(What you should do):
Please filter the data down to the lines that include the word "lane" and copy them.

(Information supplied):
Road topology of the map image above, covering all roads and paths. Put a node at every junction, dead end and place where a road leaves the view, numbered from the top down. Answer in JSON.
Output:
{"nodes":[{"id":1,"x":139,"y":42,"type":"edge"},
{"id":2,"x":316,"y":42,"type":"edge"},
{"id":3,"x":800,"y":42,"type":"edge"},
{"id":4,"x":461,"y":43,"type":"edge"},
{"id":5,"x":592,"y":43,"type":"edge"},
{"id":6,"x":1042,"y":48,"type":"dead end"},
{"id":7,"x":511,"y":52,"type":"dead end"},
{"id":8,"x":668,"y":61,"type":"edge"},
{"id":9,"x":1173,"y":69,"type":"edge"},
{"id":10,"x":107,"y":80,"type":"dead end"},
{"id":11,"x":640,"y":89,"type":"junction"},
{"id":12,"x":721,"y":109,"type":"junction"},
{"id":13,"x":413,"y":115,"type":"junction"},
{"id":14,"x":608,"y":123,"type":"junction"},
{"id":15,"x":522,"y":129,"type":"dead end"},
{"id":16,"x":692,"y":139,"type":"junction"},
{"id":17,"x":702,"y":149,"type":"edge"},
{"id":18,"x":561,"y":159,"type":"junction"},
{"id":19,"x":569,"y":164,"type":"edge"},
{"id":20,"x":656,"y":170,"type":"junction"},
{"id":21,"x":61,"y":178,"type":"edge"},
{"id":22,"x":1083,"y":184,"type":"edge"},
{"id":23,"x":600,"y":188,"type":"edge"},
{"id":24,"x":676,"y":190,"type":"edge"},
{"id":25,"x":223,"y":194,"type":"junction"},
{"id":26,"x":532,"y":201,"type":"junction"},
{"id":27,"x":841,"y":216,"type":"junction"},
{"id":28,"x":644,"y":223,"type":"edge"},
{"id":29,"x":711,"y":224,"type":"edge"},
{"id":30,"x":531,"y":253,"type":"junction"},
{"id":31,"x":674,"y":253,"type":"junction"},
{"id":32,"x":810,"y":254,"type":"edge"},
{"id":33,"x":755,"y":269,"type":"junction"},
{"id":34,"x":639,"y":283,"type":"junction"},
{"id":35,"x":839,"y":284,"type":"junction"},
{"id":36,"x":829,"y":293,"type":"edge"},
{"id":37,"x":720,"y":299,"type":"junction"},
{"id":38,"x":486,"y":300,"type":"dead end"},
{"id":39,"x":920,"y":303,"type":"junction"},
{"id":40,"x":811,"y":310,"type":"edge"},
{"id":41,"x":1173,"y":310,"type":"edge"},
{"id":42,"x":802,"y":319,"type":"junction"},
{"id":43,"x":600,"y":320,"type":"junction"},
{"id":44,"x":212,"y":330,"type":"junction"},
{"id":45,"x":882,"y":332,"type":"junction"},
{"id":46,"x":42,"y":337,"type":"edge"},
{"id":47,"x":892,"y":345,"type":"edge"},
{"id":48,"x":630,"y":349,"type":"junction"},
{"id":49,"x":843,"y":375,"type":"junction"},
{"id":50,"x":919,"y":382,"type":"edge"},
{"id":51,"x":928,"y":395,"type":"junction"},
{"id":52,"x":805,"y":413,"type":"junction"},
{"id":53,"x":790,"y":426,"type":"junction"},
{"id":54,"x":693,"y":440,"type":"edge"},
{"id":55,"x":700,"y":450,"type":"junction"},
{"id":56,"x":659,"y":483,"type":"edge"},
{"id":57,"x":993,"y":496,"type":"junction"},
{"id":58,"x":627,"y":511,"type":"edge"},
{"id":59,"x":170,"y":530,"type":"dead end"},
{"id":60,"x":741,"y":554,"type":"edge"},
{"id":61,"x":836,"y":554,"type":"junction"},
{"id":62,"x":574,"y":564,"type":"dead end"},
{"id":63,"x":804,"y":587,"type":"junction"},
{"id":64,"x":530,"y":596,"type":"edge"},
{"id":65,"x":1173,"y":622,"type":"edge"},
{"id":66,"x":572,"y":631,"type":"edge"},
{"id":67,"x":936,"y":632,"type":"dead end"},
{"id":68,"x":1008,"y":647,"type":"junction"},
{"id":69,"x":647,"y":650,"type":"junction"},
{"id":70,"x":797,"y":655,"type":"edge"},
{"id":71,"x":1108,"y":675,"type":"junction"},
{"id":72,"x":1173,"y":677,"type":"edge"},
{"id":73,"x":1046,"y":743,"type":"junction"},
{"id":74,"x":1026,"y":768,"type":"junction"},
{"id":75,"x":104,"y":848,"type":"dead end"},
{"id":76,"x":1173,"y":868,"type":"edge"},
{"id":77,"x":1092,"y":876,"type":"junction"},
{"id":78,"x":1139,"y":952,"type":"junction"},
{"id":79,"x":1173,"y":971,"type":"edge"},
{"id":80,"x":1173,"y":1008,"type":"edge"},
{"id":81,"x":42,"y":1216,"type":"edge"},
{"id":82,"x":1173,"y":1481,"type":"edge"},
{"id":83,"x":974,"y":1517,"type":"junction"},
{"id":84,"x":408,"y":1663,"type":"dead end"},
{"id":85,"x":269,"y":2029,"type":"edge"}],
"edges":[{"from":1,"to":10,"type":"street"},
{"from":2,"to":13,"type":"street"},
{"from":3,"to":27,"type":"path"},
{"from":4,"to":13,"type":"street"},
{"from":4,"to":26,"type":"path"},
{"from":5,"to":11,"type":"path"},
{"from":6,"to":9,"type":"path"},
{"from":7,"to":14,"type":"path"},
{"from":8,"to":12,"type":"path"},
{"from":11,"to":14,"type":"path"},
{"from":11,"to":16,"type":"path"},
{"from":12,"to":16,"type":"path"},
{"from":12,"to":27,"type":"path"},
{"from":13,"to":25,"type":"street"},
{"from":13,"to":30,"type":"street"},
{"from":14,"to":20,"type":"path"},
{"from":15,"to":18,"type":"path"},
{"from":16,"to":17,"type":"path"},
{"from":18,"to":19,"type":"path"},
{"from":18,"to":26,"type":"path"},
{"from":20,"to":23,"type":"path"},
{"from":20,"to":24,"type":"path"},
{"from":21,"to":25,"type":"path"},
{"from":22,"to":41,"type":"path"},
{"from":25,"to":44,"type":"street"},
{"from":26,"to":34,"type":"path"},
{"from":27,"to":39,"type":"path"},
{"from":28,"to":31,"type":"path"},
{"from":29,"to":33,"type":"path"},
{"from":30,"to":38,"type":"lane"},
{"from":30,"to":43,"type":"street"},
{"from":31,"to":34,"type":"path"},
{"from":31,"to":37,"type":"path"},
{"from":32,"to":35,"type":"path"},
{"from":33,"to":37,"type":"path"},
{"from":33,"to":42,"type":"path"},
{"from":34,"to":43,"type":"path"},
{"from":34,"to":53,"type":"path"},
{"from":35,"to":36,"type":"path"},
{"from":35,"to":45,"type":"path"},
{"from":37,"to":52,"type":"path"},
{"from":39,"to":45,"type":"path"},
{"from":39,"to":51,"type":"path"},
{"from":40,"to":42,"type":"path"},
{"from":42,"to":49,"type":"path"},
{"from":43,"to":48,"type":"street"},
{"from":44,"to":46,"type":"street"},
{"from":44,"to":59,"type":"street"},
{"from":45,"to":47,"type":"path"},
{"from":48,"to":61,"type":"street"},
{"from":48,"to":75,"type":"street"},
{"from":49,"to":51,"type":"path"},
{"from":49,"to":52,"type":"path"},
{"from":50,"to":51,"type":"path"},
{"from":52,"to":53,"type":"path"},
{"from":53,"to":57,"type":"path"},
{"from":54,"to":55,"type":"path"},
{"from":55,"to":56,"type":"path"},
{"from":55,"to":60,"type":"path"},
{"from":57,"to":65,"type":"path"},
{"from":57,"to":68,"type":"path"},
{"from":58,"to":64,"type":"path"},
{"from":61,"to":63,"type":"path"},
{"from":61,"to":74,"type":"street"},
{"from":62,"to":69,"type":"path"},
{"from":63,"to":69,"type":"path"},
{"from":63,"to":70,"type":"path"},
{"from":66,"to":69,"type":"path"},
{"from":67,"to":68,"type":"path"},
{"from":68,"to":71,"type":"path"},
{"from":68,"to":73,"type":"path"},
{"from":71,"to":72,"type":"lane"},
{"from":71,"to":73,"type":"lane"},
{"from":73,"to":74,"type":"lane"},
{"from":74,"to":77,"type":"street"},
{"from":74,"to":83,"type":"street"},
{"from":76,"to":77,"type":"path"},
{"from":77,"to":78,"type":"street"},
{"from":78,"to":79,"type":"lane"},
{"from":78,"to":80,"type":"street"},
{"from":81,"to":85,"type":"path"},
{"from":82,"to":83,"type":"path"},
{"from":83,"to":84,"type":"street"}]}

(Completed task):
{"from":30,"to":38,"type":"lane"},
{"from":71,"to":72,"type":"lane"},
{"from":71,"to":73,"type":"lane"},
{"from":73,"to":74,"type":"lane"},
{"from":78,"to":79,"type":"lane"},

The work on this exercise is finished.